Also don't forget the unhealthy Monopoly lots of ISPs own on small areas. Starlink disrupts that.
Yeah but you don't need 10000 satellites to provide cell coverage when 100 would do. Hybrid ground station networks have been a thing for a long time now... if your goal is to provide mobile networks for the lowest possible cost to the end user. That's not Starlink's goal -- these "uninternetnetted" folks don't have money to pay, they typically don't even have electricity. Rural broadband in developed countries do. Telematics does. So don't give me this bs of efficiency for the whole world.

Edit: to be more explicit about the architecture, you can run 100 satellites with better/ larger / more antennas that'll do the work of 1000. SpaceX has a different model, which is more low quality, disposable satellites because they have an inexpensive launch vehicle. Ultimately their system of 1000 might cost the same or less than the 100 high performance satellites. But I can't figure out why the heck they want 10000 satellites unless they want to just have phones communicate directly to orbit, no starlink base station as middlemen. So now they've clogged up LEO so they can replicate what terrestrial networks provide, AND there's a perfectly viable alternative architecture that didn't require nearly as many satellites. That's my gripe.

Someone doesn't know how orbits work, how big space is, or how expensive other satellite services used to be pre starlink. Or how bad it can get with latency.

And yes the unreachable people have family in reachable areas that can pay, sometimes the Internet is what keeps them away, since solar and batteries exist

See the Marubo for example

You mean me, the aerospace engineer, who has published in this field, doesn't know how satellite constellations, link budgets, astrodynamics, the orbital environment, the systems engineering, and the other minutiae of this, doesn't understand the tradeoffs in building these things?
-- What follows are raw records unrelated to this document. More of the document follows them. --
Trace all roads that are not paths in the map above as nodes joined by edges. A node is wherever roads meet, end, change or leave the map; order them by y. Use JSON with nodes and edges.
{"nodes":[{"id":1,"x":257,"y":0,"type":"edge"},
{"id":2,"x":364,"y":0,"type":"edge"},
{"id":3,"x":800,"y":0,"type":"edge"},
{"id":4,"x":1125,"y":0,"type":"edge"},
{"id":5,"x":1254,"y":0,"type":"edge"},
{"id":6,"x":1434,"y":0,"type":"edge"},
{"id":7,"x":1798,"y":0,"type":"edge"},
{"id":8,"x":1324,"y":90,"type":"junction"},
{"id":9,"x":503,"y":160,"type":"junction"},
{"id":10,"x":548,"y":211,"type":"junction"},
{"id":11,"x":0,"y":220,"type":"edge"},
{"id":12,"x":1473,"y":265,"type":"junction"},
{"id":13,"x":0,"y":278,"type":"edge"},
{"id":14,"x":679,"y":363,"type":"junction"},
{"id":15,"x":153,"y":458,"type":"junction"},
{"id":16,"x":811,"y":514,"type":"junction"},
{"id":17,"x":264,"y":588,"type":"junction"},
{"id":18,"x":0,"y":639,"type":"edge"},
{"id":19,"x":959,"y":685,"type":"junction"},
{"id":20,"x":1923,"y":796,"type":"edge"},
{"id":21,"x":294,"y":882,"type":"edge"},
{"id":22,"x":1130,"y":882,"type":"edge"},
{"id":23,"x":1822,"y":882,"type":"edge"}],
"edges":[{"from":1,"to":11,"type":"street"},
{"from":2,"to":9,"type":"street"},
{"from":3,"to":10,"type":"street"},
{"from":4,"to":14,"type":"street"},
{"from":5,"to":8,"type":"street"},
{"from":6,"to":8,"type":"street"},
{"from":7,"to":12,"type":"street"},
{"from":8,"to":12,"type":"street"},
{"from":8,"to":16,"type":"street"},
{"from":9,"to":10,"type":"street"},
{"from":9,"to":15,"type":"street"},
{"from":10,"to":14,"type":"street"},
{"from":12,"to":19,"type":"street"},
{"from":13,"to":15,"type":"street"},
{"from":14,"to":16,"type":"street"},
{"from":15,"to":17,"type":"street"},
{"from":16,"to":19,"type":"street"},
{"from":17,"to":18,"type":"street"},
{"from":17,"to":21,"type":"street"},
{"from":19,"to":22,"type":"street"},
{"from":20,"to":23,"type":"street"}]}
What do you know, in a professional capacity? Tell me you're in this field, or piss off.

Tell me how big is space. Like, is it as big as the back of a giant tortoise upon which the flat earth moves? Is it bigger than a bread box, a telephone box, or a TARDIS? Wat is it???

I'll ask you an easy question.

There's another LEO provider with around the number of sats you recommend. What's the provider and how much do they charge for fixed use in the USA?

I worked at a cellular Telco serving customers with an ARPU under $20. Also worked at a satellite tech reseller.

These unreachable poor people were my bread and butter.

Your statements show ignorance about the markets, space and other minutae. Piss off.

How much would these better antennas end up costing? Is Rajeev Badyal an idiot?

Frankly unless you're thinking B2B then cell rather than B2C your choices are worse, not better. We have o3b and it's way better than starlink for stability. But there's several $$$$$$ big reasons I can't pop out to a shop and buy a receiver.

It's not about existing competitors, it's about the optimal constellation design that (a) serves the customers needs and (b) doesn't create a hazardous LEO environment after one accident or ASAT event happens. I don't think anyone's seriously tried to serve the market that Starlink does at LEO. Iridium and Globalstar targeted low bit rate low power terminals, they never tried for home internet. This market could be served by a constellation of similar size as these legacy providers if it was designed to do such. But nobody likes taking risks other than Elon I guess, so here we are.
I don't know about constellation size issues wrt to customer needs. But I presume one important factor was making sure the terminal costs were lower than a mid-range phone. Especially since Kuiper claims to be focused on that. It was an issue with Teledesic. Cheap sats also mean treating them like cattle rather than pets and that the on orbit spares are one orbit away from replacement

Lasers mean low bandwidth usage areas don't need ground stations.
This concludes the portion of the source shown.